- [Description of the task] Omit all pictures. Reproduce exactly the lines from the first line of the records below through the line with "ring tip: (287, 199)".

_____

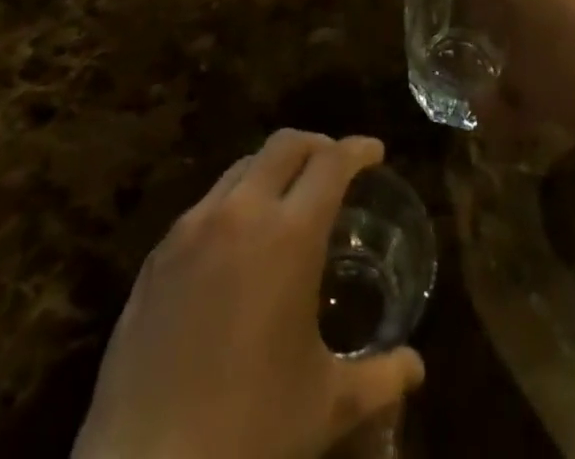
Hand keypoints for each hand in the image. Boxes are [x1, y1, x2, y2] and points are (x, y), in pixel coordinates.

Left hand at [72, 131, 423, 458]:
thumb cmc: (249, 434)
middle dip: (317, 146)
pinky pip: (205, 204)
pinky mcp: (157, 255)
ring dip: (272, 169)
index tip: (375, 152)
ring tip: (287, 199)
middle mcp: (241, 213)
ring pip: (241, 167)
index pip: (332, 162)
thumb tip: (416, 368)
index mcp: (290, 235)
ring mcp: (192, 229)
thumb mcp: (326, 406)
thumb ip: (379, 378)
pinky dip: (234, 202)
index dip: (358, 150)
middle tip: (335, 167)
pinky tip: (237, 244)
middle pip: (285, 145)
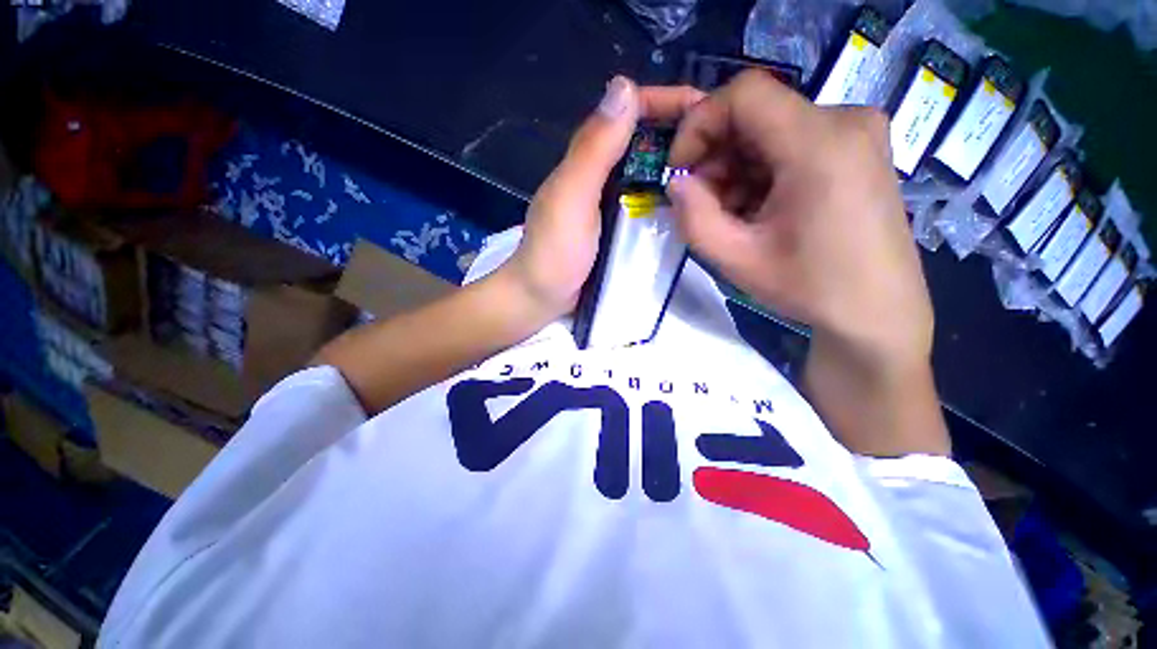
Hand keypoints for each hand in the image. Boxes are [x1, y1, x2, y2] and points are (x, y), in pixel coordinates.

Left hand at [503, 77, 704, 323]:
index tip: (708, 109)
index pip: (629, 111)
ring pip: (648, 170)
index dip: (666, 102)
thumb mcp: (571, 197)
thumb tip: (624, 85)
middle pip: (644, 139)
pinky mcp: (616, 225)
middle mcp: (600, 173)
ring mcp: (609, 201)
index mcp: (587, 158)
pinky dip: (668, 196)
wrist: (542, 296)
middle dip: (681, 134)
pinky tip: (689, 202)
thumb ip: (594, 149)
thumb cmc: (555, 250)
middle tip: (724, 147)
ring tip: (718, 172)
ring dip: (678, 166)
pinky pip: (646, 201)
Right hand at [666, 70, 932, 372]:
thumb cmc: (810, 288)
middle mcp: (846, 120)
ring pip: (771, 130)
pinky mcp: (859, 148)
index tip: (681, 170)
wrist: (878, 312)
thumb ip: (694, 218)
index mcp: (820, 143)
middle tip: (703, 204)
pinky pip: (793, 143)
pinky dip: (762, 172)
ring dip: (737, 169)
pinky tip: (760, 210)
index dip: (699, 124)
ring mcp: (858, 131)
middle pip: (757, 113)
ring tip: (733, 215)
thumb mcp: (736, 259)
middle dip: (717, 156)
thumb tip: (677, 183)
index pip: (744, 94)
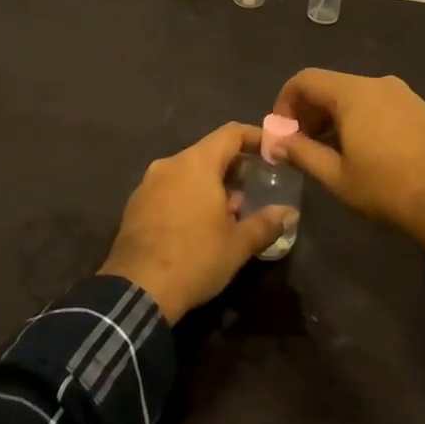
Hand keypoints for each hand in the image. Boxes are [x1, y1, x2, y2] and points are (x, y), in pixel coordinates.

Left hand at [99, 122, 296, 322]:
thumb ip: (266, 223)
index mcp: (197, 163)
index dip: (255, 137)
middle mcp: (170, 163)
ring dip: (210, 185)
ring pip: (187, 172)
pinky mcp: (135, 204)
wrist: (137, 289)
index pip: (231, 134)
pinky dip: (187, 197)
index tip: (272, 150)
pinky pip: (168, 189)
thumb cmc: (194, 258)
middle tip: (254, 187)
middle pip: (208, 152)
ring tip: (228, 212)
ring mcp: (148, 183)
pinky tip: (197, 226)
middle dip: (233, 167)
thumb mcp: (238, 244)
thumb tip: (290, 213)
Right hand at [273, 70, 424, 245]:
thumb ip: (302, 153)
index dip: (285, 102)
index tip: (282, 132)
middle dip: (309, 112)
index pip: (306, 80)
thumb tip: (276, 142)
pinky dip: (359, 118)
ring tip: (330, 152)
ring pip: (354, 95)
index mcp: (352, 93)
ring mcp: (402, 93)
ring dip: (334, 117)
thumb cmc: (387, 187)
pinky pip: (377, 103)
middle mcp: (376, 83)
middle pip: (330, 86)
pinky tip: (362, 150)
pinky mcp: (419, 108)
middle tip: (302, 146)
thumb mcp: (337, 176)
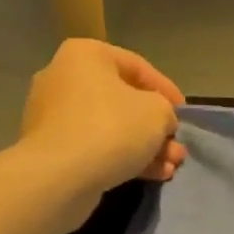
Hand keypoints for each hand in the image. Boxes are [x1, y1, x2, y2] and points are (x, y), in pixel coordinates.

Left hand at [20, 39, 186, 195]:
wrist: (59, 177)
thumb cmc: (112, 128)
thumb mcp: (158, 112)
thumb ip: (166, 111)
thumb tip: (161, 122)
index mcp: (86, 55)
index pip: (138, 66)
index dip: (167, 90)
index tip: (183, 113)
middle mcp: (64, 78)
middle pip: (123, 101)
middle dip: (156, 127)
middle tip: (177, 145)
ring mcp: (52, 115)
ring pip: (111, 127)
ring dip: (145, 146)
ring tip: (171, 166)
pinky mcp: (50, 148)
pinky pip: (95, 146)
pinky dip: (123, 157)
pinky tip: (152, 175)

_____

- [Solved exercise]
Hand keypoints for each hand in the image. Boxes are [x1, y1, x2, y2] and points are (x, y), in pixel coordinates.

Left hand at [72, 131, 423, 458]:
thumb cmc: (249, 434)
middle dip: (317, 146)
pinky pip: (205, 204)
pinky mcp: (157, 255)
ring dip: (272, 169)
index tip: (375, 152)
ring tip: (287, 199)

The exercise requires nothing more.